Gottfried & Blicero, Nietzsche & Pynchon
Mark Wright AIA
mwaia at yahoo.com
Tue Aug 22 12:30:37 CDT 2000
Howdy
--- Stacy Borah wrote:
>
> > Saying that there is "Not much of anything careless about Pynchon
> the
> > writer" is overlooking one very important fact that Pynchon himself
> has
> > admitted to: the fact that he himself can't remember what he meant
> when he
> > wrote many of the episodes in "GR", that he was either too wasted
> or too far
> > out on some existential ledge to pull any coherent meaning out of
> his own
> > text.
--- then Paul Mackin <pmackin at clark.net> wrote:
> Think this was from Jules Siegel but I don't recall it referring to
> "many
> of the episodes"--possibly however. I would think that in any good
> writer
> the meaning--the meaning for him or her--would be in substantial part
>
> directed from the unconscious level--just as much of the meaning for
> the
> readers is unconscious (not all of course). But the point I wanted to
> make
> was that the book has such a complex, worked-out structure to it (as
> documented by Weisenburger for one) that a substantial part of the
> composition must surely has been carried out in the full light of day
> with
> all the author's conscious wits about him.
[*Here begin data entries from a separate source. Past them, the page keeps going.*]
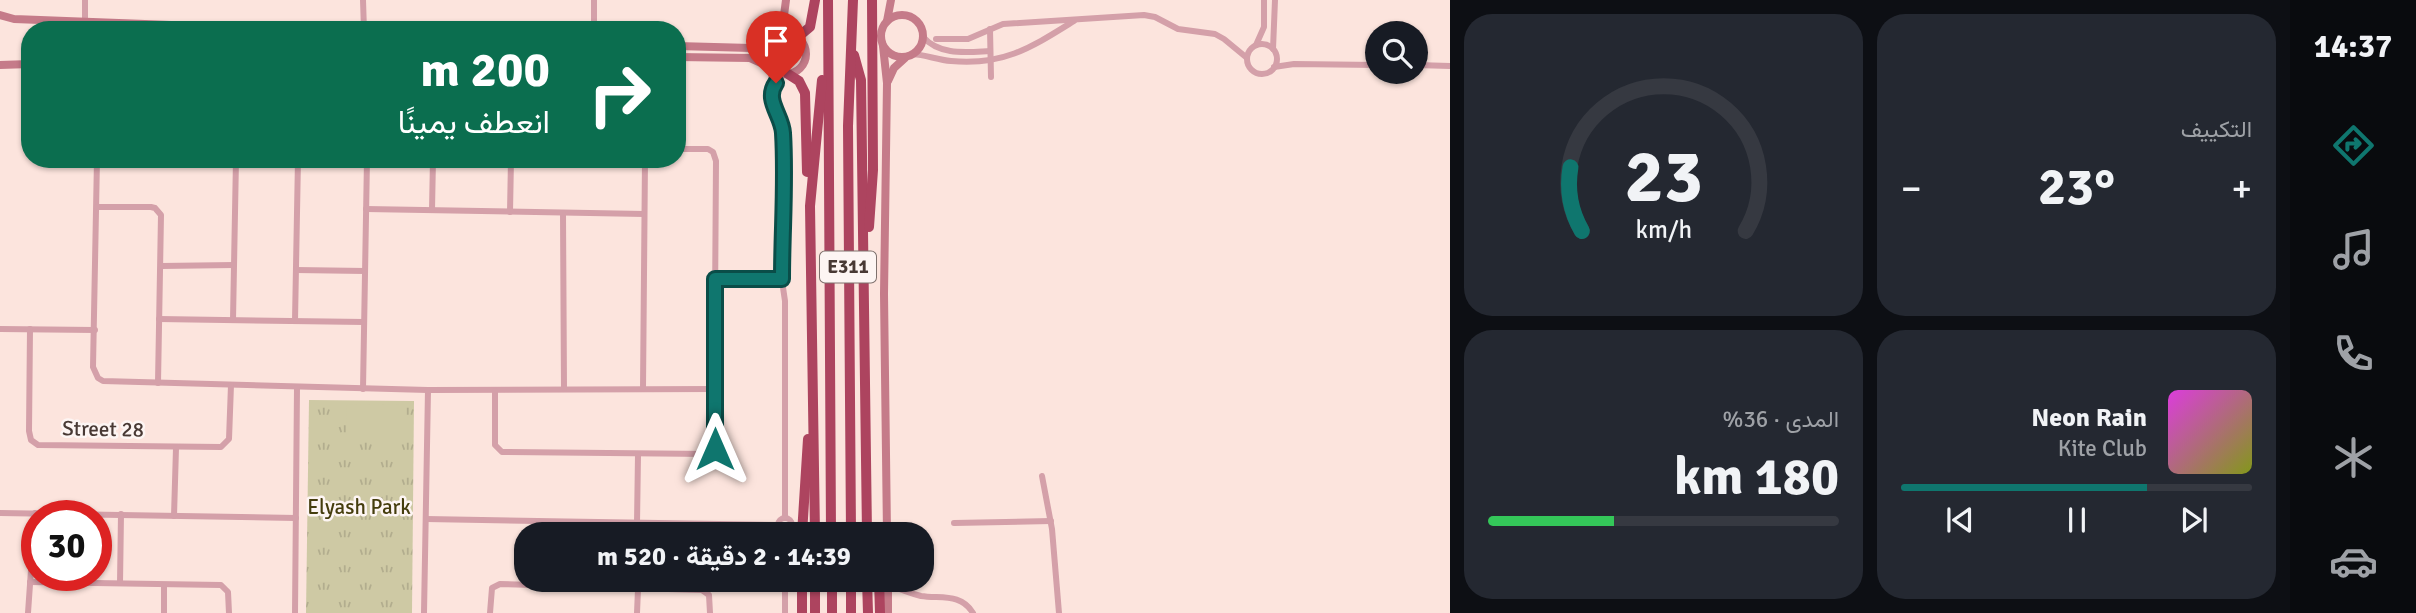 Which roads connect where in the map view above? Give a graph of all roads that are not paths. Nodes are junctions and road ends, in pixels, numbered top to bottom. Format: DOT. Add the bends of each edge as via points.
graph roads {
  1 [pos="85,0"];
  2 [pos="363,0"];
  3 [pos="594,0"];
  4 [pos="815,0"];
  5 [pos="828,0"];
  6 [pos="853,0"];
  7 [pos="872,0"];
  8 [pos="892,0"];
  9 [pos="1264,0"];
  10 [pos="1275,0"];
  11 [pos="786,3"];
  12 [pos="0,15"];
  13 [pos="906,15"];
  14 [pos="1076,20"];
  15 [pos="85,21"];
  16 [pos="362,21"];
  17 [pos="594,21"];
  18 [pos="887,22"];
  19 [pos="990,29"];
  20 [pos="775,36"];
  21 [pos="796,36"];
  22 [pos="923,37"];
  23 [pos="936,39"];
  24 [pos="768,44"];
  25 [pos="1256,45"];
  26 [pos="883,46"];
  27 [pos="1273,49"];
  28 [pos="686,50"];
  29 [pos="827,50"];
  30 [pos="686,51"];
  31 [pos="852,51"];
  32 [pos="990,55"];
  33 [pos="910,56"];
  34 [pos="1247,58"];
  35 [pos="21,64"];
  36 [pos="0,65"];
  37 [pos="1365,65"];
  38 [pos="1428,65"];
  39 [pos="1450,66"];
  40 [pos="771,67"];
  41 [pos="1274,67"];
  42 [pos="786,74"];
  43 [pos="991,77"];
  44 [pos="887,83"];
  45 [pos="772,89"];
  46 [pos="686,149"];
  47 [pos="97,168"];
  48 [pos="236,168"];
  49 [pos="298,168"];
  50 [pos="367,168"];
  51 [pos="433,168"];
  52 [pos="511,168"];
  53 [pos="645,168"];
  54 [pos="810,206"];
  55 [pos="97,207"];
  56 [pos="366,209"];
  57 [pos="432,210"];
  58 [pos="510,212"];
  59 [pos="563,213"];
  60 [pos="644,214"];
  61 [pos="864,261"];
  62 [pos="233,265"];
  63 [pos="160,266"];
  64 [pos="296,270"];
  65 [pos="365,271"];
  66 [pos="715,279"];
  67 [pos="782,279"];
  68 [pos="159,319"];
  69 [pos="233,320"];
  70 [pos="295,321"];
  71 [pos="364,323"];
  72 [pos="0,329"];
  73 [pos="30,329"];
  74 [pos="95,330"];
  75 [pos="158,383"];
  76 [pos="231,384"];
  77 [pos="297,388"];
  78 [pos="564,388"];
  79 [pos="363,389"];
  80 [pos="643,389"];
  81 [pos="715,389"];
  82 [pos="428,390"];
  83 [pos="495,391"];
  84 [pos="812,415"];
  85 [pos="176,448"];
  86 [pos="638,455"];
  87 [pos="867,467"];
  88 [pos="1042,476"];
  89 [pos="0,513"];
  90 [pos="21,513"];
  91 [pos="112,514"];
  92 [pos="121,514"];
  93 [pos="174,516"];
  94 [pos="785,517"];
  95 [pos="296,518"];
  96 [pos="426,519"];
  97 [pos="1051,521"];
  98 [pos="550,522"];
  99 [pos="637,522"];
  100 [pos="779,522"];
  101 [pos="791,522"];
  102 [pos="803,522"];
  103 [pos="815,522"];
  104 [pos="831,522"];
  105 [pos="850,522"];
  106 [pos="867,522"];
  107 [pos="874,522"];
  108 [pos="887,522"];
  109 [pos="954,523"];
  110 [pos="112,583"];
  111 [pos="120,583"];
  112 [pos="514,584"];
  113 [pos="164,585"];
  114 [pos="29,591"];
  115 [pos="638,592"];
  116 [pos="706,592"];
  117 [pos="785,592"];
  118 [pos="802,592"];
  119 [pos="815,592"];
  120 [pos="832,592"];
  121 [pos="851,592"];
  122 [pos="867,592"];
  123 [pos="883,592"];
  124 [pos="886,592"];
  125 [pos="910,592"];
  126 [pos="28,613"];
  127 [pos="164,613"];
  128 [pos="229,613"];
  129 [pos="295,613"];
  130 [pos="424,613"];
  131 [pos="490,613"];
  132 [pos="637,613"];
  133 [pos="710,613"];
  134 [pos="785,613"];
  135 [pos="802,613"];
  136 [pos="815,613"];
  137 [pos="832,613"];
  138 [pos="851,613"];
  139 [pos="868,613"];
  140 [pos="880,613"];
  141 [pos="888,613"];
  142 [pos="973,613"];
  143 [pos="1059,613"];
  1 -- 15 [label="street"];
  2 -- 16 [label="street"];
  3 -- 17 [label="street"];
  4 -- 21 [label="highway" via="812,23"];
  5 -- 29 [label="highway, E311"];
  6 -- 31 [label="highway, E311"];
  7 -- 61 [label="highway" via="873,170"];
  8 -- 13 [label="street"];
  8 -- 18 [label="street"];
  9 -- 25 [label="street" via="1264,27"];
  10 -- 27 [label="street"];
  11 -- 20 [label="street" via="783,26"];
  11 -- 21 [label="street" via="788,24"];
  12 -- 15 [label="street"];
  13 -- 18 [label="street"];
  13 -- 22 [label="street" via="919,23"];
  14 -- 19 [label="street" via="1003,24"];
  14 -- 32 [label="street" via="1021,52"];
  14 -- 34 [label="street" via="1150,16 1178,29 1220,36"];
  18 -- 26 [label="street" via="881,33"];
  19 -- 23 [label="street" via="968,39"];
  19 -- 32 [label="street"];
  20 -- 21 [label="street"];
  20 -- 24 [label="street"];
  21 -- 42 [label="street" via="805,47 805,59 799,69"];
  22 -- 32 [label="street" via="940,49"];
  22 -- 33 [label="street"];
  24 -- 28 [label="street"];
  24 -- 40 [label="street" via="765,53"];
  25 -- 27 [label="street"];
  25 -- 34 [label="street"];
  26 -- 33 [label="street" via="893,55"];
  26 -- 44 [label="street"];
  27 -- 41 [label="street"];
  29 -- 54 [label="highway"];
  29 -- 104 [label="highway, E311"];
  30 -- 40 [label="street" via="750,58"];
  31 -- 61 [label="highway" via="861,79"];
  31 -- 105 [label="highway, E311" via="847,216"];
  32 -- 33 [label="street" via="965,61"];
  32 -- 43 [label="street"];
  33 -- 44 [label="street" via="894,68"];
  34 -- 41 [label="street" via="1257,73"];
  35 -- 36 [label="street"];
  37 -- 41 [label="street"];
  38 -- 39 [label="street"];
  40 -- 42 [label="street"];
  40 -- 45 [label="street"];
  42 -- 45 [label="street"];
  42 -- 54 [label="highway" via="803,86 806,99"];
  44 -- 108 [label="street"];
  45 -- 67 [label="street" via="783,131"];
  46 -- 66 [label="street" via="708,149 715,156"];
  47 -- 55 [label="street"];
  48 -- 62 [label="street"];
  49 -- 64 [label="street"];
  50 -- 56 [label="street"];
  51 -- 57 [label="street"];
  52 -- 58 [label="street"];
  53 -- 60 [label="street"];
  54 -- 84 [label="highway"];
  55 -- 63 [label="street" via="159,211"];
  55 -- 74 [label="street"];
  56 -- 57 [label="street"];
  56 -- 65 [label="street"];
  57 -- 58 [label="street"];
  58 -- 59 [label="street"];
  59 -- 60 [label="street"];
  59 -- 78 [label="street"];
  60 -- 80 [label="street"];
  61 -- 87 [label="highway"];
  62 -- 63 [label="street"];
  62 -- 69 [label="street"];
  63 -- 68 [label="street"];
  64 -- 65 [label="street"];
  64 -- 70 [label="street"];
  65 -- 71 [label="street"];
  66 -- 67 [label="street"];
  66 -- 81 [label="street"];
  67 -- 94 [label="street"];
  68 -- 69 [label="street"];
  68 -- 75 [label="street"];
  69 -- 70 [label="street"];
  70 -- 71 [label="street"];
  71 -- 79 [label="street"];
  72 -- 73 [label="street"];
  73 -- 74 [label="street"];
  73 -- 85 [label="street, Street 28" via="29,431 34,443"];
  74 -- 75 [label="street" via="93,367 98,378"];
  75 -- 76 [label="street"];
  76 -- 77 [label="street"];
  76 -- 85 [label="street, Street 28" via="228,443 217,448"];
  77 -- 79 [label="street"];
  77 -- 95 [label="street"];
  78 -- 80 [label="street"];
  78 -- 83 [label="street"];
  79 -- 82 [label="street"];
  80 -- 81 [label="street"];
  81 -- 86 [label="street" via="713,453"];
  82 -- 83 [label="street"];
  82 -- 96 [label="street"];
  83 -- 86 [label="street" via="495,444 502,452"];
  84 -- 102 [label="highway"];
  84 -- 103 [label="highway"];
  85 -- 93 [label="street"];
  86 -- 99 [label="street"];
  87 -- 106 [label="highway"];
  87 -- 107 [label="highway"];
  88 -- 97 [label="street"];
  89 -- 90 [label="street"];
  91 -- 92 [label="street"];
  92 -- 93 [label="street"];
  92 -- 111 [label="street"];
  93 -- 95 [label="street"];
  94 -- 100 [label="street"];
  94 -- 101 [label="street"];
  95 -- 129 [label="street"];
  96 -- 98 [label="street"];
  96 -- 130 [label="street"];
  97 -- 109 [label="street"];
  97 -- 143 [label="street"];
  110 -- 111 [label="street"];
  111 -- 113 [label="street"];
  112 -- 131 [label="street" via="497,584 491,591"];
  113 -- 127 [label="street"];
  113 -- 128 [label="street" via="221,585 228,592"];
  114 -- 126 [label="street"];
  115 -- 132 [label="street"];
  116 -- 133 [label="street"];
  117 -- 134 [label="street"];
  118 -- 135 [label="highway"];
  119 -- 136 [label="highway"];
  120 -- 137 [label="highway"];
  121 -- 138 [label="highway"];
  122 -- 139 [label="highway"];
  123 -- 140 [label="highway"];
  124 -- 141 [label="street"];
  125 -- 142 [label="street" via="957,599"];
}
Once this phase was
> complete P
> could light up his pipe and let the surface flow. (or so I would
> imagine)
It has always seemed to me that Pynchon's silence about himself and his
work is rooted in a powerful desire that his work not be constrained by
biography or by isolated off-the-cuff remarks about what this or that
"really" means. Once a critic (or any common or garden variety reader)
gets hold of such info the work, amibiguity and complexity collapse in
the mind and the experience of the work loses richness.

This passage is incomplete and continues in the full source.